» **TRY IT**: Count the lines below that contain "view". Give only the number.

» **PROVIDED DATA**:
▼▼▼

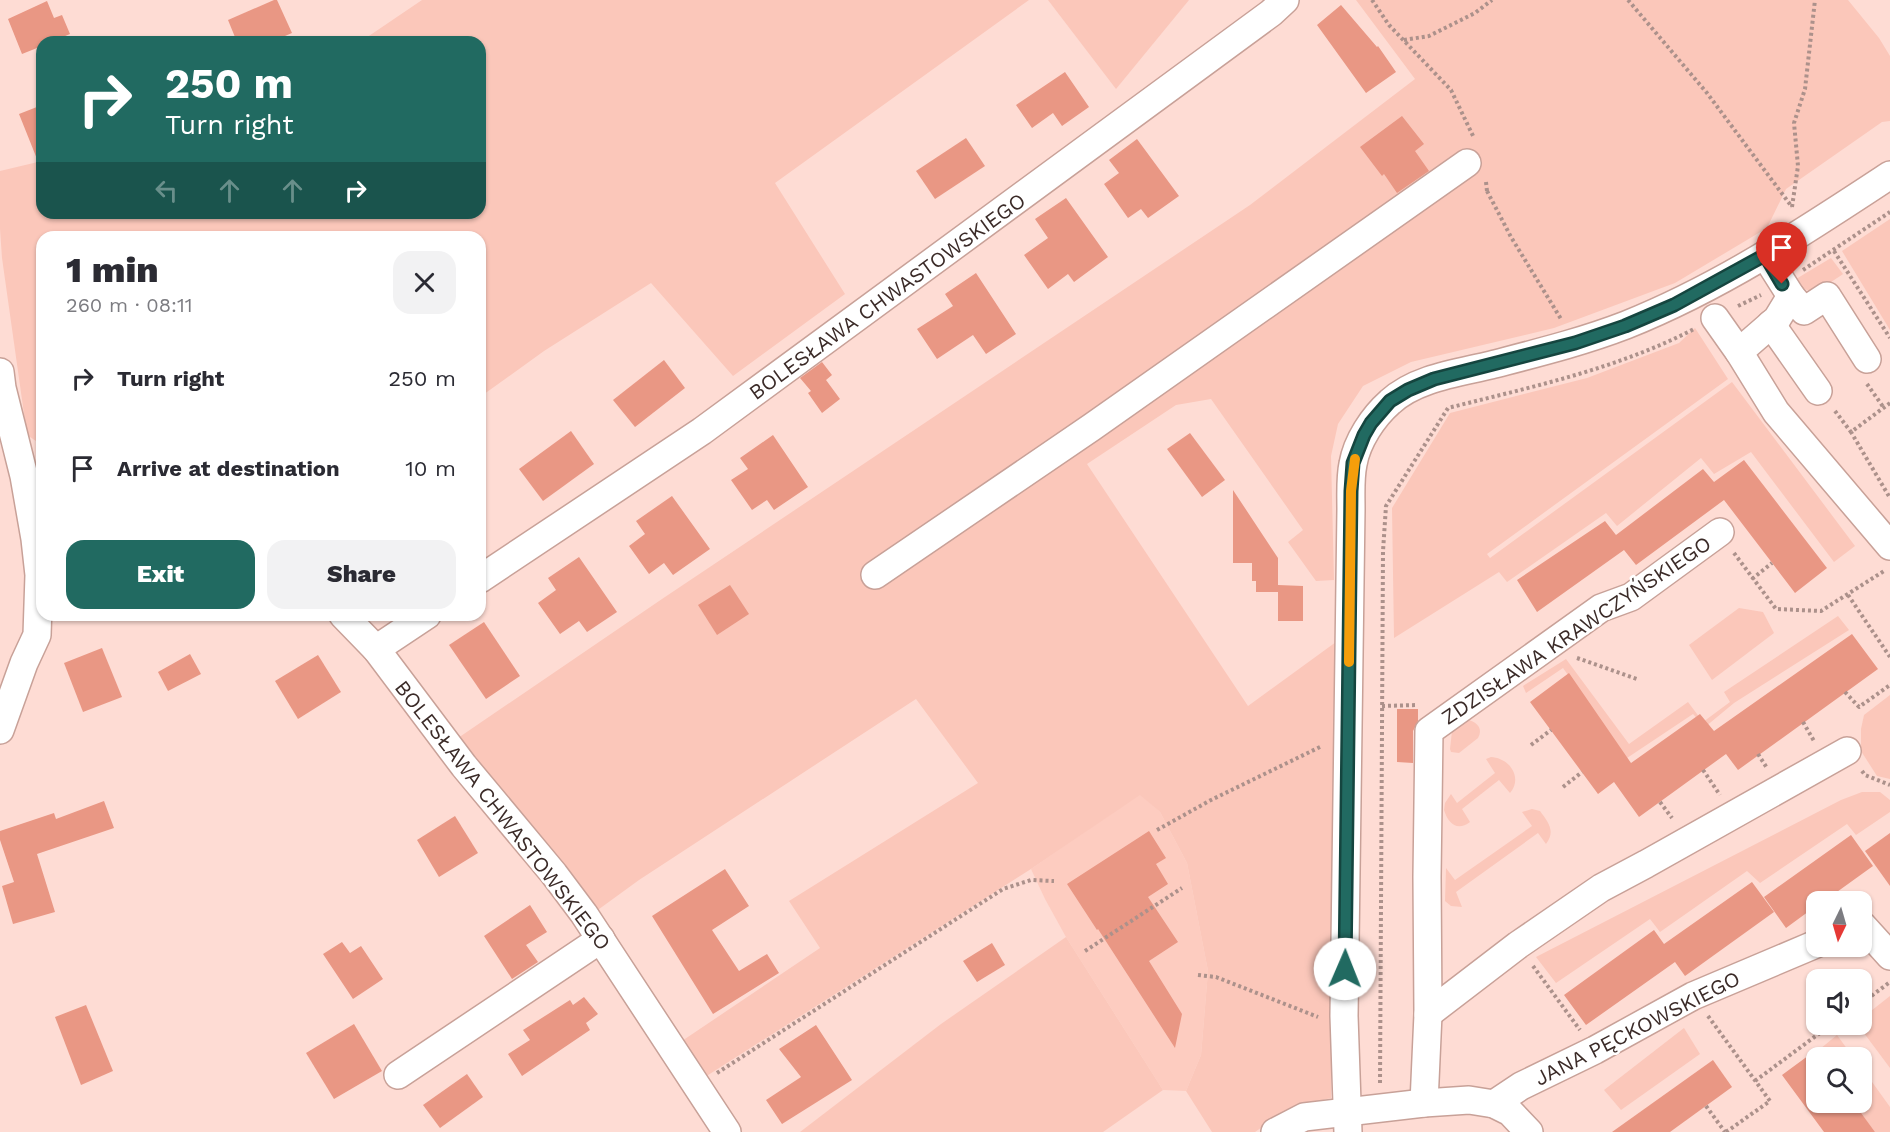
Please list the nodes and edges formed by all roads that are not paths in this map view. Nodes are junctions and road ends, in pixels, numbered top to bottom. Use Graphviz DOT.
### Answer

▲▲▲
▼▼▼

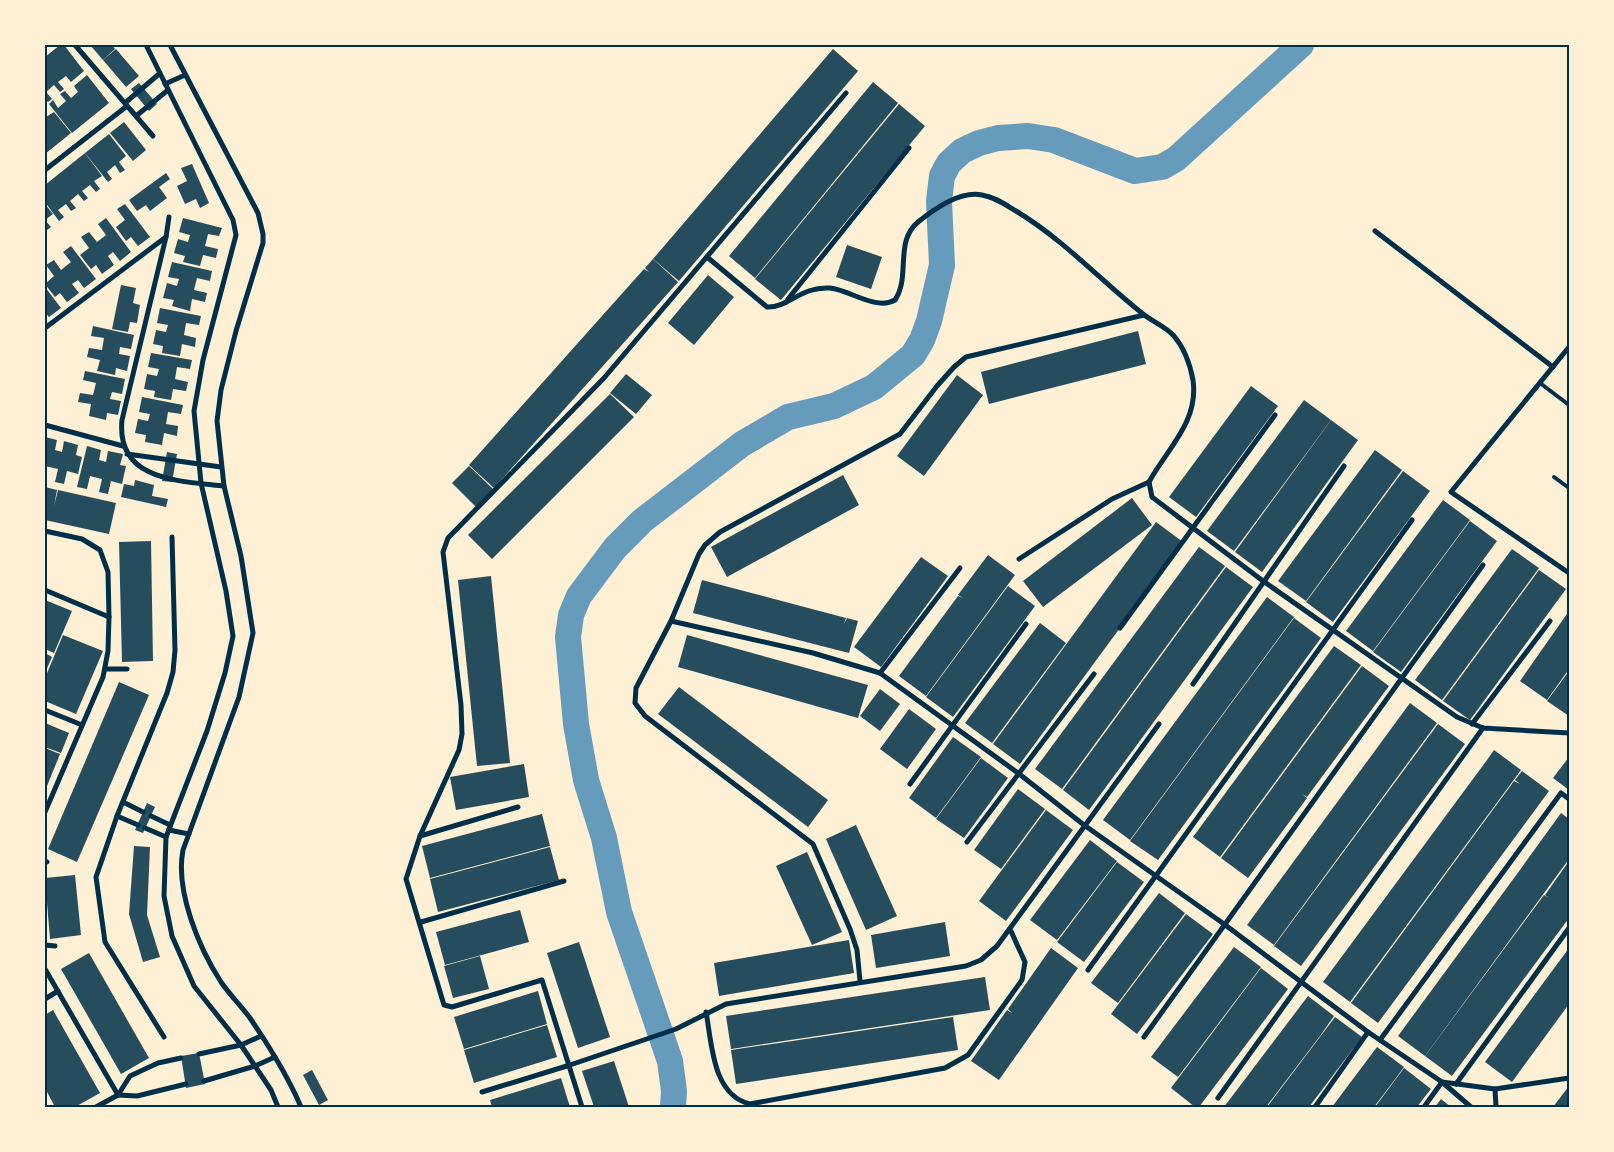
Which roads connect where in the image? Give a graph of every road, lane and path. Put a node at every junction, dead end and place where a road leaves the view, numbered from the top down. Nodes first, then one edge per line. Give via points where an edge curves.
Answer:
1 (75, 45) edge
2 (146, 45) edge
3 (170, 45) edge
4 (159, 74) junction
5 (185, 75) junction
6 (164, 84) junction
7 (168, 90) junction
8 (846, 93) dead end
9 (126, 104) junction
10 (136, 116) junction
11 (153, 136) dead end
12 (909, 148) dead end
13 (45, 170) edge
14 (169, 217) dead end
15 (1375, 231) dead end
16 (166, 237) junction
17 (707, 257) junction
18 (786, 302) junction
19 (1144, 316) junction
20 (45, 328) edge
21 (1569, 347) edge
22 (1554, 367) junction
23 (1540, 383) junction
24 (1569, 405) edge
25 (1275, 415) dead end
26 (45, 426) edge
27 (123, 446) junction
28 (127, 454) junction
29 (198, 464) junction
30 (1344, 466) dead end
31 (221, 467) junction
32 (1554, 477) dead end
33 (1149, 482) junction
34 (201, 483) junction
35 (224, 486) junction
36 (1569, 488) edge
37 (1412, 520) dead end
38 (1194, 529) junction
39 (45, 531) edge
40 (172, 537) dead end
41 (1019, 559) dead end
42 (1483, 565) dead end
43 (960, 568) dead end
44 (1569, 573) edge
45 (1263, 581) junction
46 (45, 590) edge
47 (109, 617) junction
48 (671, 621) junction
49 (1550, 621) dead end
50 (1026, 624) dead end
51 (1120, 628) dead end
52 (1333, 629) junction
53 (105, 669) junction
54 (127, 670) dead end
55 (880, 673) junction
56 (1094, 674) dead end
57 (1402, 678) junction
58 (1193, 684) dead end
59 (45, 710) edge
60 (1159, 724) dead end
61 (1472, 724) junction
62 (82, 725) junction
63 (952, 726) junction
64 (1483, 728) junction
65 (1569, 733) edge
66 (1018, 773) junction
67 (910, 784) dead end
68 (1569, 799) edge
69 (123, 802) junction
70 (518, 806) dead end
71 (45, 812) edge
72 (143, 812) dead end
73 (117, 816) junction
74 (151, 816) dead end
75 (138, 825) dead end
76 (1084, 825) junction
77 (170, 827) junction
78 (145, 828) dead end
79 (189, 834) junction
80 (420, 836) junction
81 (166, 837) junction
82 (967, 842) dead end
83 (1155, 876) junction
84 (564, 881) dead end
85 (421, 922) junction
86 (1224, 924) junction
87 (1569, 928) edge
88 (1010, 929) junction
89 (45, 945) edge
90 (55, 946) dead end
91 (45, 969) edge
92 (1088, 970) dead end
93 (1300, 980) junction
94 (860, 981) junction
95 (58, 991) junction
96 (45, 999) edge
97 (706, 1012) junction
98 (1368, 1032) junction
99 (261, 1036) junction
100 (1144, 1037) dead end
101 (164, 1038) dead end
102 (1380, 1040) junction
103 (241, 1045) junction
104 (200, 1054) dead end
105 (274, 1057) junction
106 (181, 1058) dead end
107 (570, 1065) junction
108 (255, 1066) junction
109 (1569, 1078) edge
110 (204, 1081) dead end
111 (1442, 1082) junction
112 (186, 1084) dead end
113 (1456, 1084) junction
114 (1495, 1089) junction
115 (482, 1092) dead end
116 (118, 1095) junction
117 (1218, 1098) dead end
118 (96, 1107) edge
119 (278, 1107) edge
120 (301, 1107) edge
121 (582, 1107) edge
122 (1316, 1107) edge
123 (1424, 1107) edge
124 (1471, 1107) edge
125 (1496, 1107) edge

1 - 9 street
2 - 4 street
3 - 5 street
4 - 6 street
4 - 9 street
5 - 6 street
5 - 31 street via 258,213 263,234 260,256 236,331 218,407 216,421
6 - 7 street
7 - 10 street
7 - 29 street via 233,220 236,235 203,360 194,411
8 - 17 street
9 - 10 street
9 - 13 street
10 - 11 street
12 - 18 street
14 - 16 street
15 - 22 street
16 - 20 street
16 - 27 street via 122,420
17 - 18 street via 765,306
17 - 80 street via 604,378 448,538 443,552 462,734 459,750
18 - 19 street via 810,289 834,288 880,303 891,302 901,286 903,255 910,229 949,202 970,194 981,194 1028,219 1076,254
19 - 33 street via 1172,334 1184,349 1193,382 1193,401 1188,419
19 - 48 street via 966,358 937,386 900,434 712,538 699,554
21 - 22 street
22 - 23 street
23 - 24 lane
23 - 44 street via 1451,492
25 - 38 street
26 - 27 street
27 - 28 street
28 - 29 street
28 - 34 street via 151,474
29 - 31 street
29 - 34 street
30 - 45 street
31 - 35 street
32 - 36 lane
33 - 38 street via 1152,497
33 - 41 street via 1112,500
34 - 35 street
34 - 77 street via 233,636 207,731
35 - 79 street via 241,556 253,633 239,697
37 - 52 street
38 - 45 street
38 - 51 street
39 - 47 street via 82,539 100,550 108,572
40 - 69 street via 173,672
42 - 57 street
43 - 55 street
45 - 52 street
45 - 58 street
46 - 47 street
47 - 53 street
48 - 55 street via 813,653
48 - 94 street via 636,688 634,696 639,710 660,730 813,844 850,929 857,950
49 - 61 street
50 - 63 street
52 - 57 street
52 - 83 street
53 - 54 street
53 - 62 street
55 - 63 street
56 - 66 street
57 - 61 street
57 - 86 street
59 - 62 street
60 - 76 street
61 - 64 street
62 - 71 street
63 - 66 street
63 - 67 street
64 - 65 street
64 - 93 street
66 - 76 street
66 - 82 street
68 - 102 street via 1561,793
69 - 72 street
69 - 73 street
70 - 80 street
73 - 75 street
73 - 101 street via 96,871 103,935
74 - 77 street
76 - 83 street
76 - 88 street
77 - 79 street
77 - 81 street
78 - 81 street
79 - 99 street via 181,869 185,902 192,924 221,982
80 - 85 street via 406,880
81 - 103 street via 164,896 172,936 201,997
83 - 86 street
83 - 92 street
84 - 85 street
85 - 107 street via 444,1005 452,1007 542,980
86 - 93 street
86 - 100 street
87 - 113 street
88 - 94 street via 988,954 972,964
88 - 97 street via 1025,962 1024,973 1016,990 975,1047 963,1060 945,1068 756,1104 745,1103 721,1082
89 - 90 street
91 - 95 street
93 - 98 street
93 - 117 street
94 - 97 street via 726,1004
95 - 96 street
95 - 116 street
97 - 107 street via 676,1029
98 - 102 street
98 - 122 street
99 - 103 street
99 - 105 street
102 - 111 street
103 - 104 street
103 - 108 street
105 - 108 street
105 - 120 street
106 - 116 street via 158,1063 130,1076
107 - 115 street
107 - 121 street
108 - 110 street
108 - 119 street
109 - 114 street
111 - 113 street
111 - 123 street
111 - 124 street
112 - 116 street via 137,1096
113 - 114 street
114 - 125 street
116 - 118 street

▲▲▲

» **ANSWER TO THIS TASK**: 2